COMMISSION EUROPEENNE DES DROITS DE L'HOMME
PREMIERE CHAMBRE
Requête N° 24021/94
Armando Scala
contre
Italie
RAPPORT DE LA COMMISSION
(adopté le 11 avril 1995)
I. INTRODUCTION
1. Le présent rapport concerne la requête No 24021/94 introduite
le 24 juillet 1993 contre l'Italie et enregistrée le 2 mai 1994. Le
requérant est un ressortissant italien né en 1931 et réside à Naples.
Il est représenté devant la Commission par Maître Filippo Casoria,
avocat à Camposano (Naples).
Le Gouvernement défendeur a été représenté, en qualité d'Agent,
d'abord par M. Luigi Ferrari Bravo, puis par M. Umberto Leanza,
successivement Chefs du service du Contentieux diplomatique au
Ministère des Affaires étrangères.
2. Cette requête, qui porte sur la durée d'une procédure civile,
a été communiquée le 17 mai 1994 au Gouvernement. A la suite d'un
échange de mémoires, la requête a été déclarée recevable le
17 janvier 1995. Le texte de la décision sur la recevabilité est
annexé au présent rapport.
3. Ayant constaté qu'il n'existe aucune base permettant d'obtenir
un règlement amiable au sens de l'article 28 par. 1 b) de la
Convention, la Commission (Première Chambre), après délibération, a
adopté le 11 avril 1995 le présent rapport conformément à
l'article 31 par. 1 de la Convention, en présence des membres
suivants :
M. C.L. ROZAKIS, Président
Mme J. LIDDY
MM. E. BUSUTTIL
A.S. GÖZÜBÜYÜK
A. WEITZEL
M.P. PELLONPÄÄ
B. MARXER
B. CONFORTI
I. BÉKÉS
E. KONSTANTINOV
G. RESS
4. Dans ce rapport, la Commission a formulé son avis sur le point
de savoir si les faits constatés révèlent, de la part de l'Italie,
une violation de la Convention.
5. Le texte du présent rapport sera transmis au Comité des
Ministres du Conseil de l'Europe conformément à l'article 31 par. 2
de la Convention.
II. ETABLISSEMENT DES FAITS
6. Le 16 février 1976, le requérant assigna M. E. en tant que
représentant de la société S.A.E.M. devant le tribunal de Naples afin
d'obtenir la réparation des dommages que ladite société avait causé
sur un fonds de sa propriété.
7. La mise en état de l'affaire commença le 1er avril 1976 et se
termina, quarante audiences plus tard, le 21 juin 1988 par la
présentation des conclusions. L'audience de plaidoirie devant la
chambre compétente fut fixée au 9 décembre 1988.

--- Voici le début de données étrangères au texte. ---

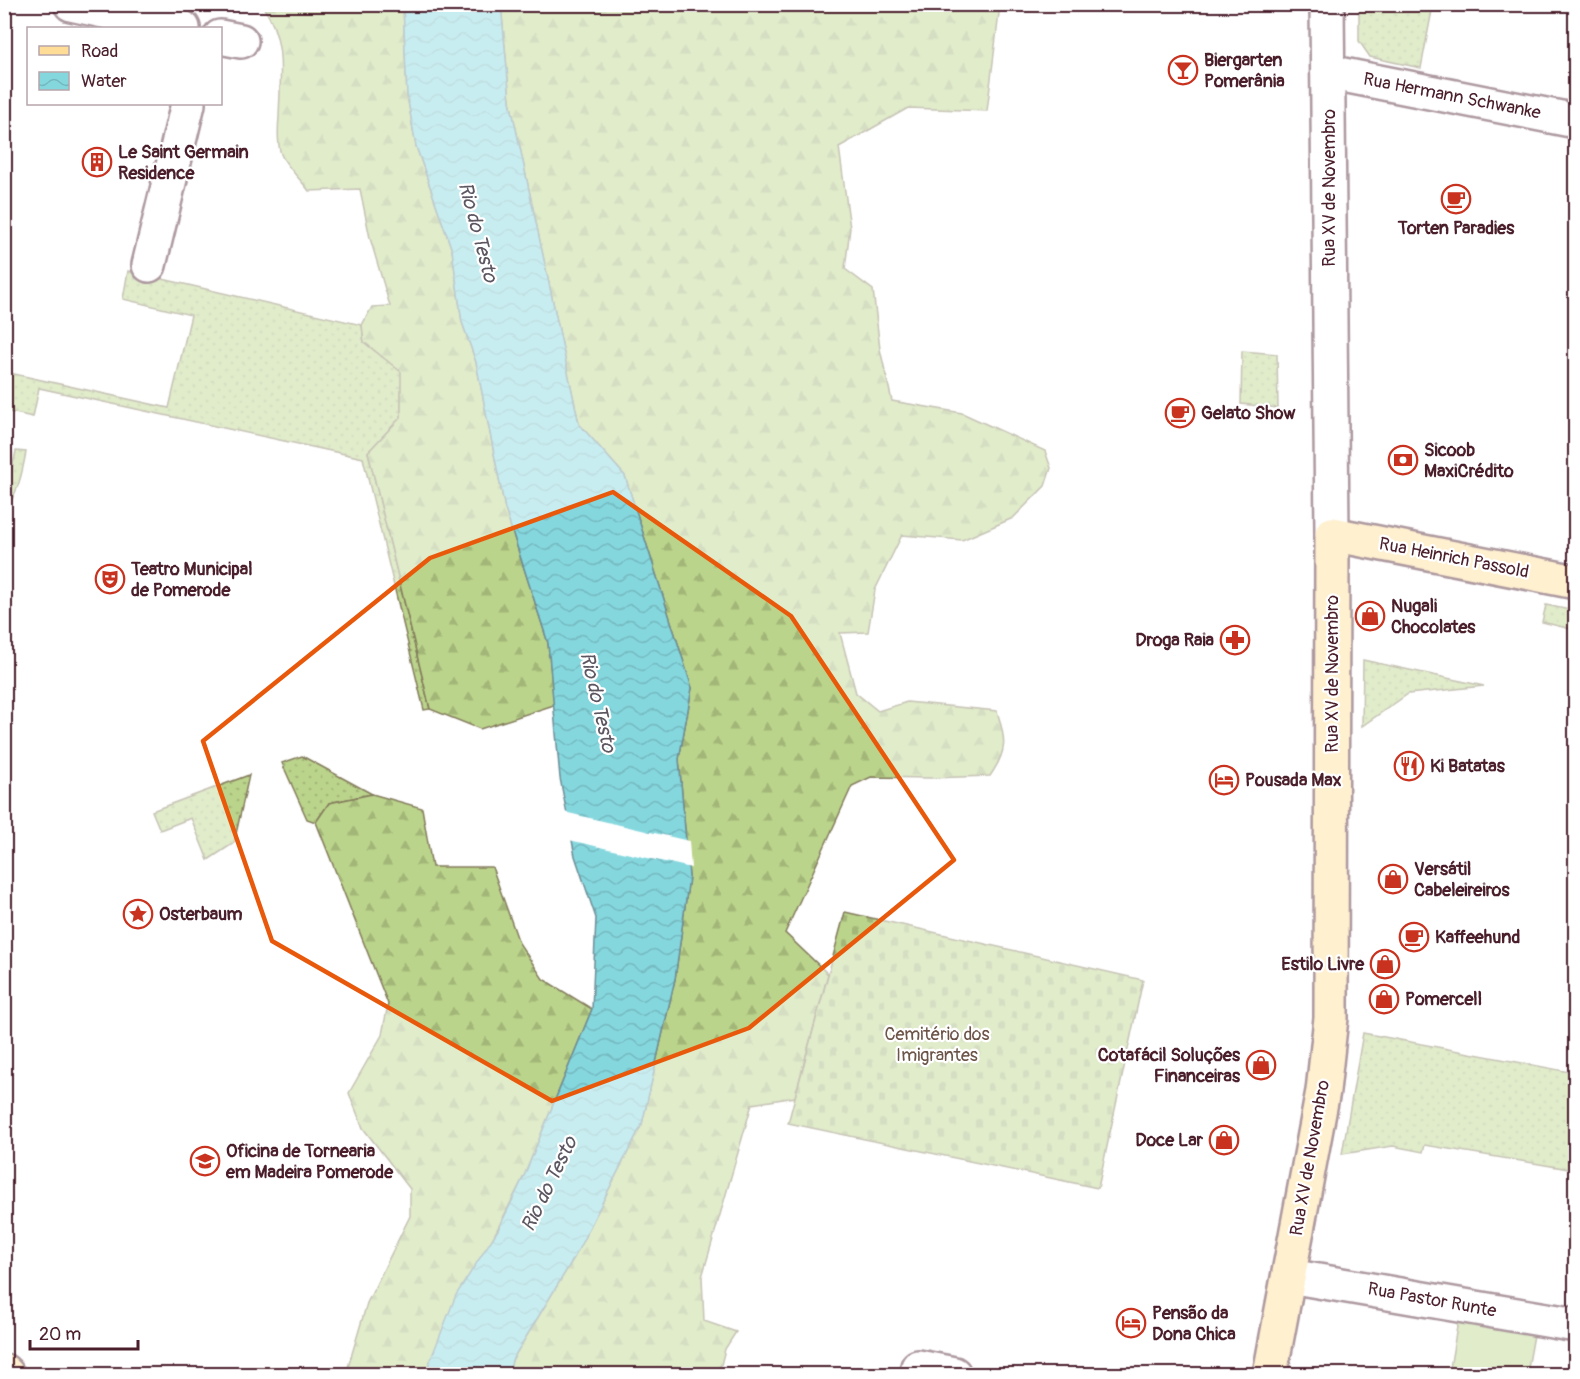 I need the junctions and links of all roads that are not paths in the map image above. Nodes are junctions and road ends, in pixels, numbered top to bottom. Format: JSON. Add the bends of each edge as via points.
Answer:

8. Par une ordonnance du 4 janvier 1989, le tribunal invita
l'expert à déposer au greffe les accusés de réception des lettres
envoyées aux parties pour les informer du début des opérations
d'expertise, et fixa au 23 février 1989 l'audience devant le juge de
la mise en état. Après trois audiences, le 9 mai 1989 les parties
présentèrent leurs conclusions et le juge de la mise en état fixa
l'audience de plaidoirie devant la chambre compétente au
29 novembre 1989.
9. Par une ordonnance du 6 décembre 1989, le tribunal réitéra
l'invitation faite à l'expert dans l'ordonnance du 4 janvier 1989,
étant donné que celui-ci s'était limité à montrer lesdites accusés de
réception, sans les déposer au greffe, et fixa au 25 janvier 1990
l'audience devant le juge de la mise en état. Après trois audiences,
le 26 avril 1990 le juge de la mise en état fixa l'audience de
plaidoirie devant la chambre compétente au 14 novembre 1990.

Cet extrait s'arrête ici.